The trainees had a chance to debrief among the team. The chief doctor who was leading the simulation facilitated the discussion, including questions such as: How do you feel about your performance? Do you feel the procedures are challenging? If so, which ones? Do you find anything from this simulation particularly helpful? Do you have any comments about possible improvement? Additional questions addressing key concepts of COVID-19 were also discussed. The instructor then reviewed the critical actions with each learner against the checklist and pointed out the strengths of the trainee, as well as the weaknesses that required improvement. The trainees were encouraged to review their own performance by themselves, as a self-reflection exercise.

Results

There were 25 trainees (10 first-year residents, seven second-year residents and eight third-year residents) who participated in the simulation.

Pre- and post-simulation surveys were developed to assess improvement in knowledge of the management of COVID-19. A total of 50 surveys were collected, consisting of 25 before and 25 after simulation. In the pre-simulation survey, the mean baseline score of the participants in terms of identification and diagnosis, infection prevention, referral and patient transportation were 19.0 ± 4.78, 55.2 ± 3.05, 12.0 ± 3.81, respectively. In the post-simulation survey, their mean scores were 24.2 ± 1.87, 58.0 ± 2.5, 14.4 ± 1.66, respectively. For the total score, the mean scores before and after training were 86.2 ± 5.82 and 96.6 ± 3.14. The P values for the difference between the pre- and post-simulation training for all the groups were <0.05, consistent with the knowledge of the participants being significantly improved after simulation (Table 1).

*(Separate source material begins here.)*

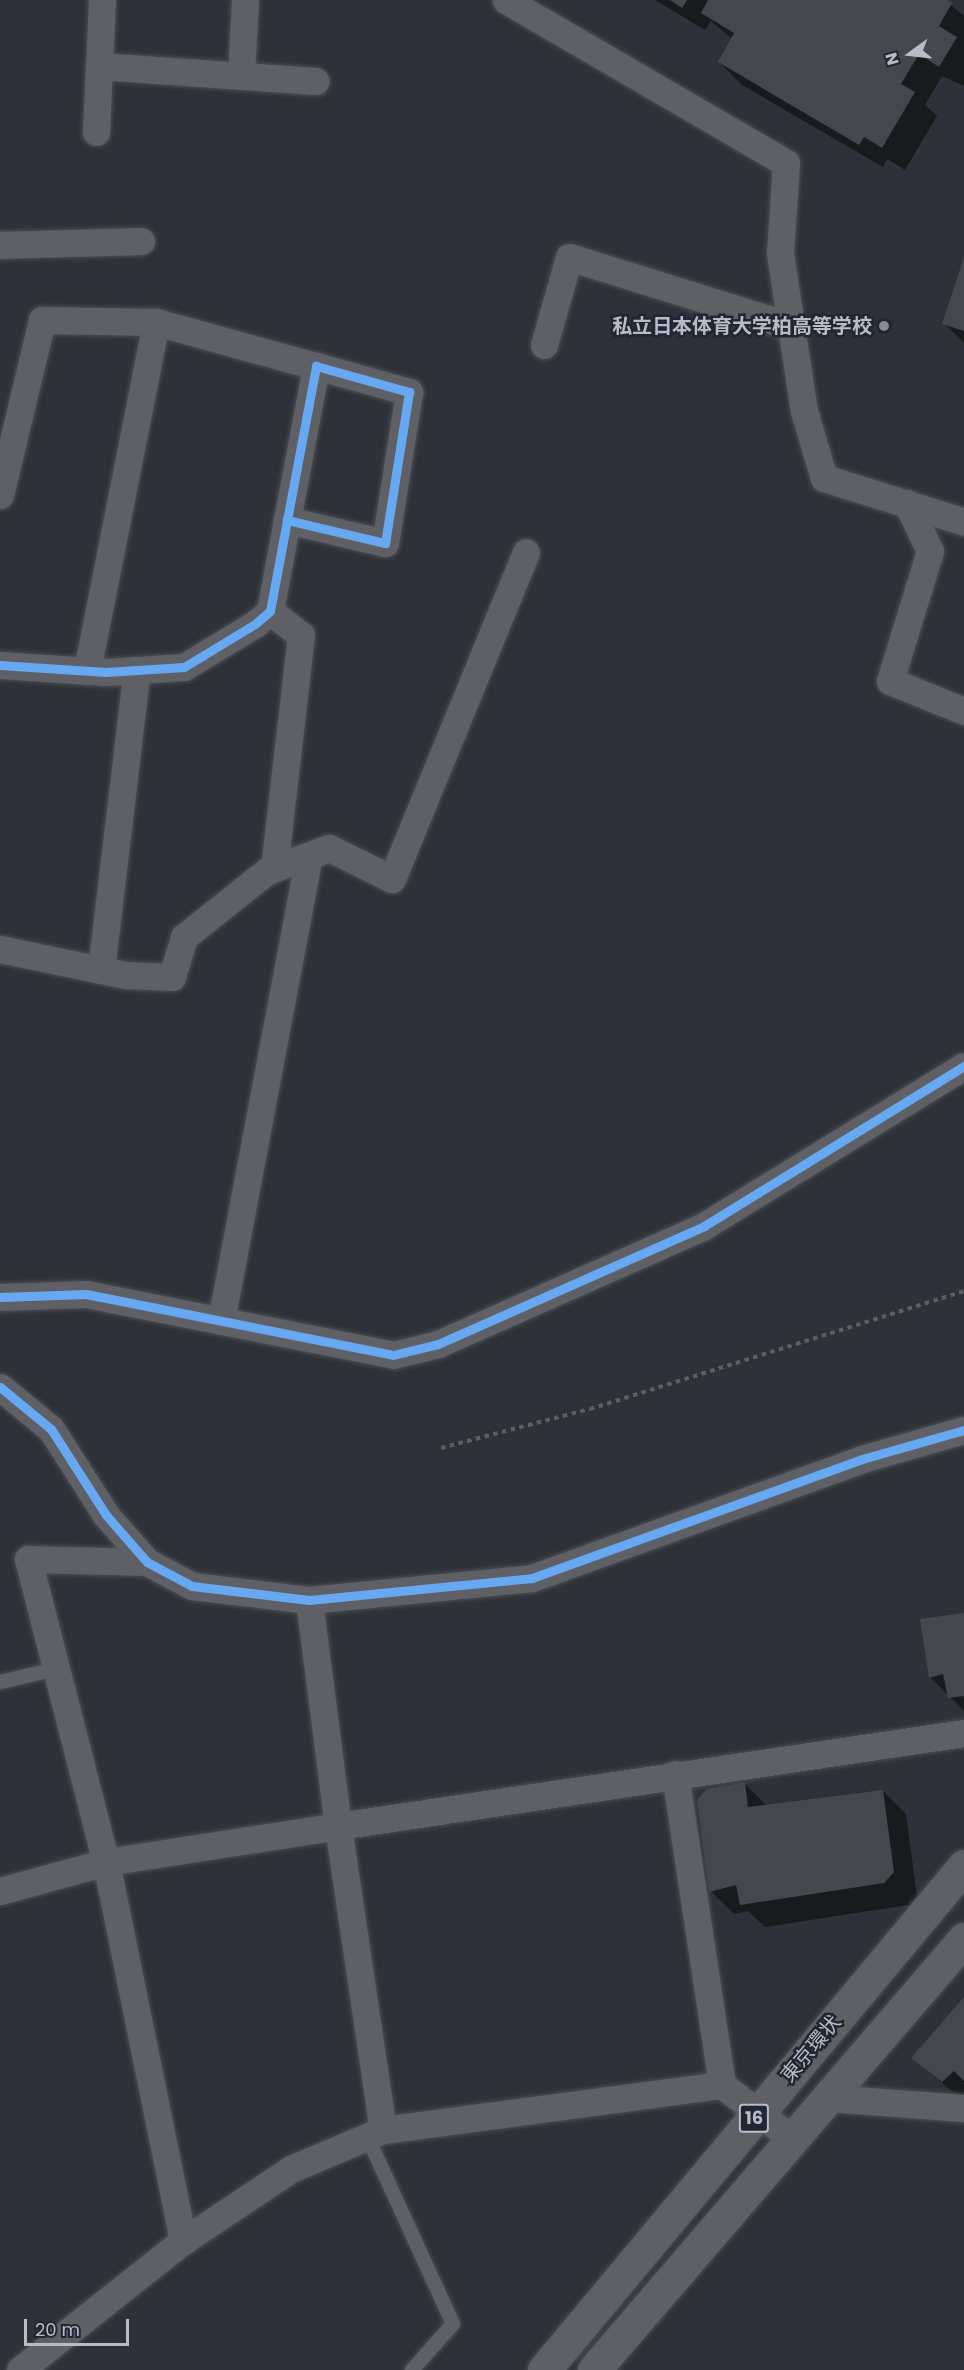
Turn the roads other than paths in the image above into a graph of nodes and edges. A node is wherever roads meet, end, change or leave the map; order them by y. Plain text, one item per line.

Table 1. Mean difference in scores among all participants (n = 25)
Topic Mean baseline score Mean post-simulation score t score P value
Identification and the diagnosis* 19.0 ± 4.78 24.2 ± 1.87 5.21 0.0006
Infection prevention of COVID-19 55.2 ± 3.05 58.0 ± 2.5 3.15 0.02
Referral and patient transportation 12.0 ± 3.81 14.4 ± 1.66 2.86 0.02
Total§ 86.2 ± 5.82 96.6 ± 3.14 8.34 <0.001
*The total score of this part is 25.
The total score of this part is 60.
The total score of this part is 15.
§The total score is 100.

Sub-analysis of the three different grades of trainee surveys also showed significant improvement of their knowledge of COVID-19 (P <0.05; Table 2).

Table 2. Mean difference in scores among residents of different grades
Grade Mean baseline score Mean post-simulation score t score P value
First-year resident (n = 10) 84.0 ± 6.50 96.0 ± 2.00 5.51 0.004
Second-year resident (n = 7) 90.7 ± 4.50 97.1 ± 3.93 3.62 0.006
Third-year resident (n = 8) 84.4 ± 3.20 96.9 ± 3.72 6.19 <0.001
Average 86.2 ± 5.82 96.6 ± 3.14 8.34 <0.001

Table 3 summarises the feedback by theme. Most participants felt this training was excellent, almost 96% thought it was very helpful, and none felt it was so-so (mediocre) or poor.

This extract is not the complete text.